Lennon was particularly grumpy when it came to “Maxwell’s Silver Hammer,” McCartney’s vaudevillian-style contribution to Abbey Road; Lennon called it “granny music.” Emerick recalls, “John upset Ringo at one point when he complained about his drum playing on ‘Polythene Pam.’ ” By the end of the session, Starr had figured out a new approach, but Lennon refused to continue working on the song. “Ringo got pissed off and took off for a couple of days,” though he eventually recut his drum part.
Most of all, perhaps, Lennon was unhappy with McCartney’s plan for the 16-minute medley that extends from track nine, “You Never Give Me Your Money,” to track 16, “The End.” “Oh, John hated the medley,” Emerick says. “He was totally against it,” though he came around after McCartney asked him to contribute some songs to it. Lennon responded with a trio of compositions: the gentle “Sun King,” the bluesy “Mean Mr. Mustard” and the all-out rocker “Polythene Pam.”

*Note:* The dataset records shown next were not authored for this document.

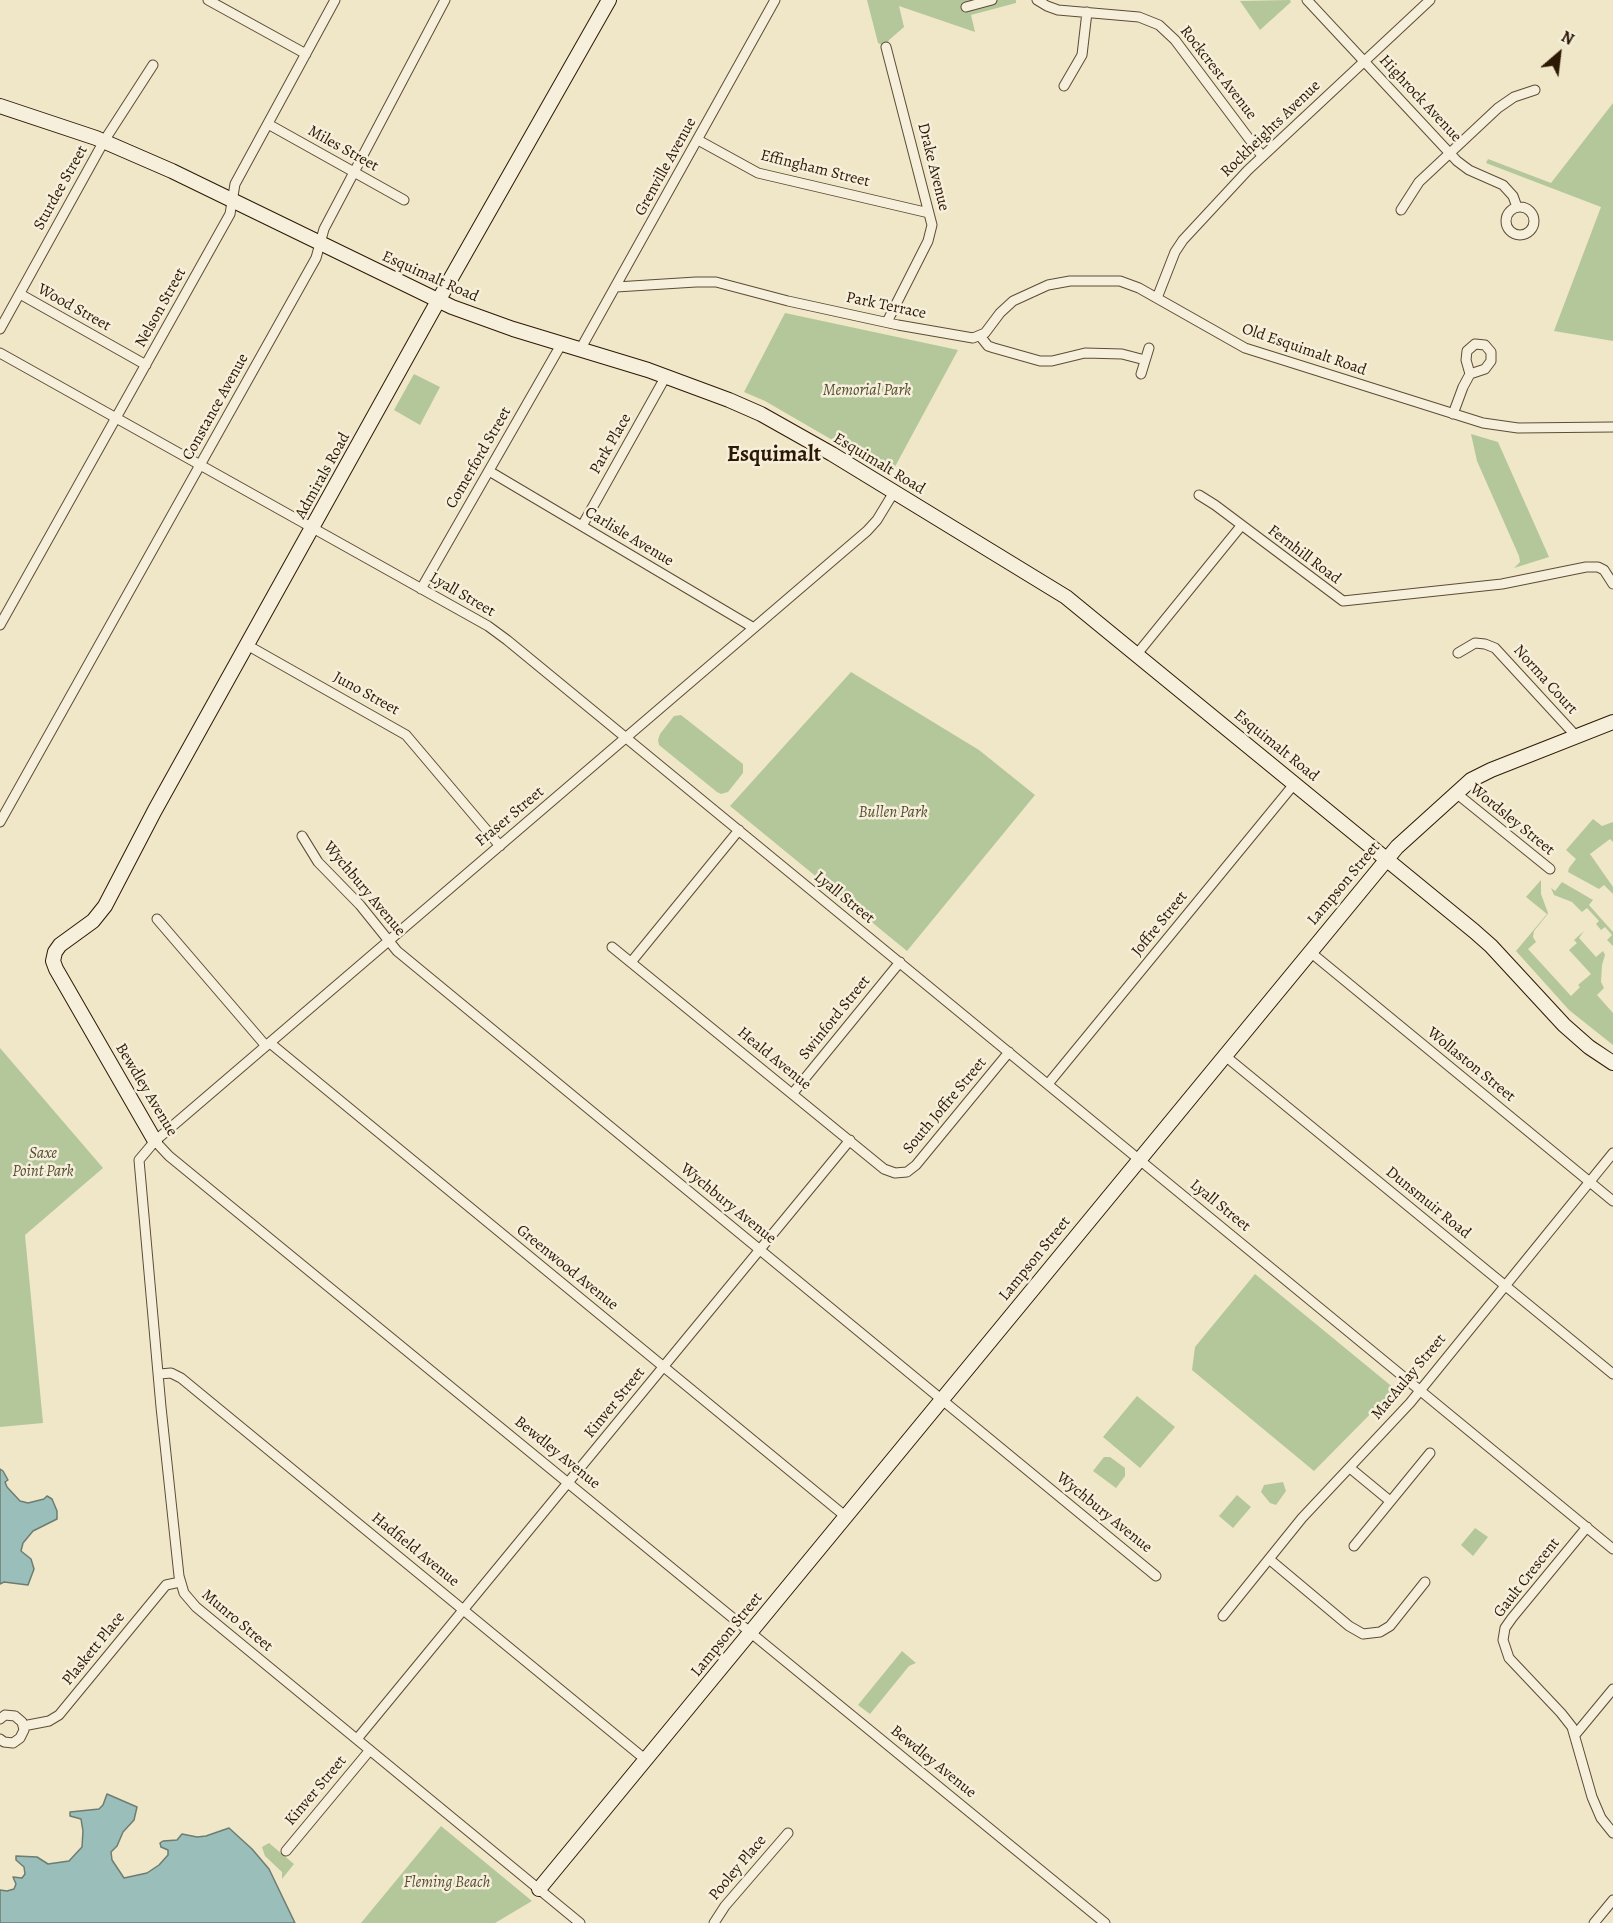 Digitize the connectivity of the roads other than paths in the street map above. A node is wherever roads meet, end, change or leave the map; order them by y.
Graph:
1 (208, 0) edge
2 (335, 0) edge
3 (445, 0) edge
4 (609, 0) edge
5 (775, 0) edge
6 (992, 0) edge
7 (1037, 0) edge
8 (1307, 0) edge
9 (1430, 0) edge
10 (966, 7) dead end
11 (1087, 12) junction
12 (886, 47) dead end
13 (306, 54) junction
14 (1364, 62) junction
15 (153, 65) dead end
16 (1064, 86) dead end
17 (1535, 90) dead end
18 (0, 106) edge
19 (268, 124) junction
20 (698, 140) junction
21 (104, 141) junction
22 (1450, 153) junction
23 (1263, 156) junction
24 (354, 172) junction
25 (233, 199) junction
26 (404, 200) dead end
27 (1517, 207) dead end
28 (1401, 210) dead end
29 (929, 213) junction
30 (319, 243) junction
31 (616, 287) junction
32 (20, 294) junction
33 (1157, 298) junction
34 (438, 301) junction
35 (887, 322) junction
36 (0, 329) edge
37 (980, 336) junction
38 (562, 343) junction
39 (581, 348) junction
40 (1149, 348) dead end
41 (0, 352) edge
42 (1145, 360) junction
43 (146, 365) junction
44 (1141, 374) dead end
45 (1470, 374) dead end
46 (666, 376) junction
47 (1453, 414) junction
48 (116, 418) junction
49 (1613, 427) edge
50 (200, 465) junction
51 (489, 471) junction
52 (894, 492) junction
53 (1199, 495) dead end
54 (582, 526) junction
55 (1241, 526) junction
56 (313, 528) junction
57 (1613, 584) edge
58 (421, 589) junction
59 (0, 625) edge
60 (754, 628) junction
61 (247, 645) junction
62 (1458, 653) dead end
63 (1137, 654) junction
64 (1613, 722) edge
65 (1576, 736) junction
66 (626, 738) junction
67 (1295, 783) junction
68 (1456, 793) junction
69 (0, 822) edge
70 (739, 830) junction
71 (302, 836) dead end
72 (500, 846) junction
73 (1386, 859) junction
74 (1550, 869) dead end
75 (157, 919) dead end
76 (389, 940) junction
77 (612, 947) dead end
78 (1309, 951) junction
79 (54, 956) joint
80 (632, 961) junction
81 (900, 962) junction
82 (268, 1044) junction
83 (1009, 1052) junction
84 (1224, 1055) junction
85 (1613, 1063) edge
86 (1048, 1084) junction
87 (793, 1093) junction
88 (850, 1140) junction
89 (155, 1141) junction
90 (1613, 1153) edge
91 (1139, 1159) junction
92 (139, 1160) joint
93 (901, 1173) joint
94 (1590, 1182) junction
95 (1613, 1201) edge
96 (760, 1250) junction
97 (1504, 1286) junction
98 (664, 1366) junction
99 (160, 1374) junction
100 (1613, 1374) edge
101 (1420, 1390) junction
102 (941, 1399) junction
103 (1430, 1453) dead end
104 (1350, 1468) junction
105 (568, 1483) junction
106 (1390, 1501) junction
107 (845, 1516) junction
108 (1587, 1527) junction
109 (1612, 1545) edge
110 (1354, 1546) dead end
111 (1269, 1559) junction
112 (1156, 1576) dead end
113 (180, 1582) junction
114 (1425, 1582) dead end
115 (464, 1610) junction
116 (1223, 1616) dead end
117 (749, 1633) junction
118 (1613, 1689) edge
119 (0, 1719) edge
120 (23, 1726) junction
121 (1575, 1735) junction
122 (0, 1739) edge
123 (357, 1739) junction
124 (370, 1750) junction
125 (646, 1760) junction
126 (788, 1833) dead end
127 (1613, 1833) edge
128 (286, 1851) dead end
129 (539, 1889) junction
130 (1613, 1900) edge
131 (580, 1923) edge
132 (714, 1923) edge
133 (1105, 1923) edge
134 (1594, 1923) edge

1 - 13 street
2 - 13 street, Nelson Street
3 - 24 street, Constance Avenue
4 - 34 street, Admirals Road
5 - 20 street, Grenville Avenue
6 - 10 street
7 - 11 street, Rockcrest Avenue
8 - 14 street, Highrock Avenue
9 - 14 street, Rockheights Avenue
11 - 16 street
11 - 23 street, Rockcrest Avenue
12 - 29 street, Drake Avenue
13 - 19 street, Nelson Street
14 - 22 street, Highrock Avenue
14 - 23 street, Rockheights Avenue
15 - 21 street, Sturdee Street
17 - 22 street
18 - 21 street, Esquimalt Road
19 - 24 street, Miles Street
19 - 25 street, Nelson Street
20 - 29 street, Effingham Street
20 - 31 street, Grenville Avenue
21 - 25 street, Esquimalt Road
21 - 32 street, Sturdee Street
22 - 27 street, Highrock Avenue
22 - 28 street
23 - 33 street, Rockheights Avenue
24 - 26 street, Miles Street
24 - 30 street, Constance Avenue
25 - 30 street, Esquimalt Road
25 - 43 street, Nelson Street
29 - 35 street, Drake Avenue
30 - 34 street, Esquimalt Road
30 - 50 street, Constance Avenue
31 - 35 street, Park Terrace
31 - 39 street, Grenville Avenue
32 - 36 street, Sturdee Street
32 - 43 street, Wood Street
33 - 37 street, Old Esquimalt Road
33 - 47 street, Old Esquimalt Road
34 - 38 street, Esquimalt Road
34 - 56 street, Admirals Road
35 - 37 street, Park Terrace
37 - 42 street, Park Terrace
38 - 39 street, Esquimalt Road
38 - 51 street, Comerford Street
39 - 46 street, Esquimalt Road
40 - 42 street
41 - 48 street, Lyall Street
42 - 44 street
43 - 48 street, Nelson Street
45 - 47 street
46 - 52 street, Esquimalt Road
46 - 54 street, Park Place
47 - 49 street, Old Esquimalt Road
48 - 50 street, Lyall Street
48 - 59 street, Nelson Street
50 - 56 street, Lyall Street
50 - 69 street, Constance Avenue
51 - 54 street, Carlisle Avenue
51 - 58 street, Comerford Street
52 - 60 street, Fraser Street
52 - 63 street, Esquimalt Road
53 - 55 street
54 - 60 street, Carlisle Avenue
55 - 57 street, Fernhill Road
55 - 63 street, Fernhill Road
56 - 58 street, Lyall Street
56 - 61 street, Admirals Road
58 - 66 street, Lyall Street
60 - 66 street, Fraser Street
61 - 72 street, Juno Street
61 - 79 street, Admirals Road
62 - 65 street, Norma Court
63 - 67 street, Esquimalt Road
64 - 65 street, Lampson Street
65 - 68 street, Lampson Street
66 - 70 street, Lyall Street
66 - 72 street, Fraser Street
67 - 73 street, Esquimalt Road
67 - 86 street, Joffre Street
68 - 73 street, Lampson Street
68 - 74 street, Wordsley Street
70 - 80 street
70 - 81 street, Lyall Street
71 - 76 street, Wychbury Avenue
72 - 76 street, Fraser Street
73 - 78 street, Lampson Street
73 - 85 street, Esquimalt Road
75 - 82 street, Greenwood Avenue
76 - 82 street, Fraser Street
76 - 96 street, Wychbury Avenue
77 - 80 street, Heald Avenue
78 - 84 street, Lampson Street
78 - 94 street, Wollaston Street
79 - 89 street, Bewdley Avenue
80 - 87 street, Heald Avenue
81 - 83 street, Lyall Street
81 - 87 street, Swinford Street
82 - 89 street, Fraser Street
82 - 98 street, Greenwood Avenue
83 - 86 street, Lyall Street
83 - 93 street, South Joffre Street
84 - 91 street, Lampson Street
84 - 97 street, Dunsmuir Road
86 - 91 street, Lyall Street
87 - 88 street, Heald Avenue
88 - 93 street, Heald Avenue
88 - 96 street, Kinver Street
89 - 92 street, Fraser Street
89 - 105 street, Bewdley Avenue
90 - 94 street, MacAulay Street
91 - 101 street, Lyall Street
91 - 102 street, Lampson Street
92 - 99 street, Munro Street
94 - 95 street, Wollaston Street
94 - 97 street, MacAulay Street
96 - 98 street, Kinver Street
96 - 102 street, Wychbury Avenue
97 - 100 street, Dunsmuir Road
97 - 101 street, MacAulay Street
98 - 105 street, Kinver Street
98 - 107 street, Greenwood Avenue
99 - 113 street, Munro Street
99 - 115 street, Hadfield Avenue
101 - 104 street, MacAulay Street
101 - 108 street, Lyall Street
102 - 107 street, Lampson Street
102 - 112 street, Wychbury Avenue
103 - 106 street
104 - 106 street
104 - 111 street, MacAulay Street
105 - 115 street, Kinver Street
105 - 117 street, Bewdley Avenue
106 - 110 street
107 - 117 street, Lampson Street
108 - 109 street, Lyall Street
108 - 121 street, Gault Crescent
111 - 114 street
111 - 116 street, MacAulay Street
113 - 120 street, Plaskett Place
113 - 123 street, Munro Street
115 - 123 street, Kinver Street
115 - 125 street, Hadfield Avenue
117 - 125 street, Lampson Street
117 - 133 street, Bewdley Avenue
118 - 121 street
119 - 120 street
120 - 122 street, Plaskett Place
121 - 127 street, Gault Crescent
123 - 124 street, Munro Street
124 - 128 street, Kinver Street
124 - 129 street, Munro Street
125 - 129 street, Lampson Street
126 - 132 street, Pooley Place
129 - 131 street, Munro Street
130 - 134 street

Despite Lennon’s protests about the medley, by all accounts he enjoyed recording the sequenced guitar solos that bring “The End” to its climax. “Paul went first, then George, then John, and they repeated the sequence in that way twice,” Emerick explains. “They knew they had to finish up with something big, and the solo was just the thing. Originally they couldn’t decide if John or George would play it. Eventually they said, ‘Well let’s have the three of us do it.’
“Hearing that performance was unbelievable. And it was all done live, in one take. They rehearsed it beforehand, and the execution of it was absolutely on the money. And when it came time to record it, Yoko, who was in the control room, started to follow John into the studio, and he said ‘No, love, not this time.’ He wanted it to be just him and his mates.
“When they were finished, everyone beamed. I think in their minds they went back to their youth and all those great memories of working together as a band. Suddenly there was just this great vibe in the studio. It was just superb.”
Paul McCartney’s promise to George Martin—that the Beatles would make an album the way they used to, without all the fighting—was fulfilled, if only at this session. Years after Abbey Road’s release, George Martin recalled that, “It was a happy album because everybody knew it was going to be the last.” It’s a statement that vexes Emerick to this day.
“How did he know it was going to be the last one?” he asks. “I can’t remember anyone on any session saying it was going to be their last album. For that matter I was still buildingtheir studio at Apple, which at that time was not going to be a commercial enterprise—it was going to be their studio, for them and the acts they signed to Apple.”
Whether it was intended to be the Beatles’ swansong or not, Abbey Road heralded the start of a new age in recording, a masterpiece recorded on the cusp of a new technological era. Emerick received two awards for his efforts. One was a Grammy for Best Engineering. The other was an album credit, his first on a Beatles album: “On the back of the record jacket, it says, ‘Thanks to George Martin, Geoff Emerick and Phillip MacDonald,’ though it doesn’t say who did what. But the very fact that any of us were mentioned—that came from the Beatles, not from EMI.”